Monday, June 18, 2007

A Permanent Indictment

The U.N. is issuing a permanent indictment for human rights violations. Is this about genocide in the Darfur region of Sudan? Nope, genocide in Sudan is no big deal Child slavery in China? Nope, that's fine too. All the bloodshed in Somalia? Surely you jest. Nope, the one country being singled out is Israel according to U.N. Watch.

Reform at the U.N.? Absolutely! The U.N. will no longer say bad things about third world dictators. Cuba and Belarus will no longer be considered to be violating human rights at all. Soon such fine upstanding nations as Sudan, Congo, and Haiti will be exempt from criticism. The UN Watch article continues:At the same time, the proposal eliminates the experts charged with reporting on violations by Cuba and Belarus, despite the latest reports of massive violations by both regimes. As for the experts on other countries -- on Burundi, Cambodia, North Korea, Democratic Republic of Congo, Haiti, Liberia, Burma, Somalia and Sudan -- all of these may soon be eliminated, as threatened by the Council majority comprised of dictatorships and other Third World countries, under a gradual "review" process. Pending their fate, all experts will be subjected to a new "Code of Conduct," submitted by Algeria in the name of the African group, designed to intimidate and restrict the independence of the human rights experts.Now that the U.N. is getting rid of those pesky human rights experts they can concentrate on villification of Israel full time. What reform! What progress!

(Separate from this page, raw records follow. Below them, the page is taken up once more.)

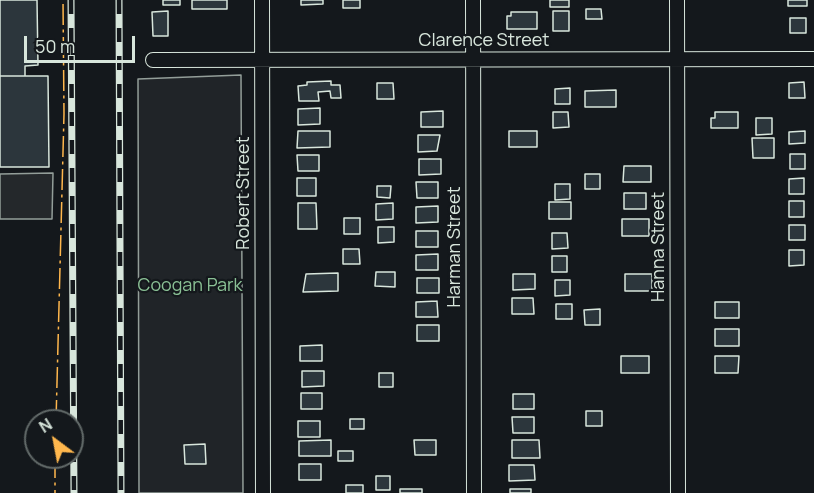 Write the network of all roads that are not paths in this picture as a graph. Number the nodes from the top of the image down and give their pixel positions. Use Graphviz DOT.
graph roads {
  1 [pos="262,0"];
  2 [pos="473,0"];
  3 [pos="677,0"];
  4 [pos="262,59"];
  5 [pos="473,59"];
  6 [pos="677,59"];
  7 [pos="814,59"];
  8 [pos="153,60"];
  9 [pos="263,493"];
  10 [pos="474,493"];
  11 [pos="678,493"];
  1 -- 4 [label="street, Robert Street"];
  2 -- 5 [label="street, Harman Street"];
  3 -- 6 [label="street, Hanna Street"];
  4 -- 5 [label="street, Clarence Street"];
  4 -- 8 [label="street, Clarence Street"];
  4 -- 9 [label="street, Robert Street"];
  5 -- 6 [label="street, Clarence Street"];
  5 -- 10 [label="street, Harman Street"];
  6 -- 7 [label="street, Clarence Street"];
  6 -- 11 [label="street, Hanna Street"];
}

Yael K., writing in her Step-by-Step blog describes the latest U.N. outrage as:...the latest biased and crazy and, to be quite honest, criminal behavior of the U.N. They are not condemning Darfur for genocide, they are removing Cuba and Belarus from censure despite their continued violations, and they are placing Israel under permanent indictment under a Special Agenda item. They have a special agenda, let me tell you.Why does anyone take the U.N. seriously? It is time to disband the organization and replace it with one limited to democratic nations that respect human rights. Israel would qualify easily. Most of the current members of the U.N. Human Rights Council would not.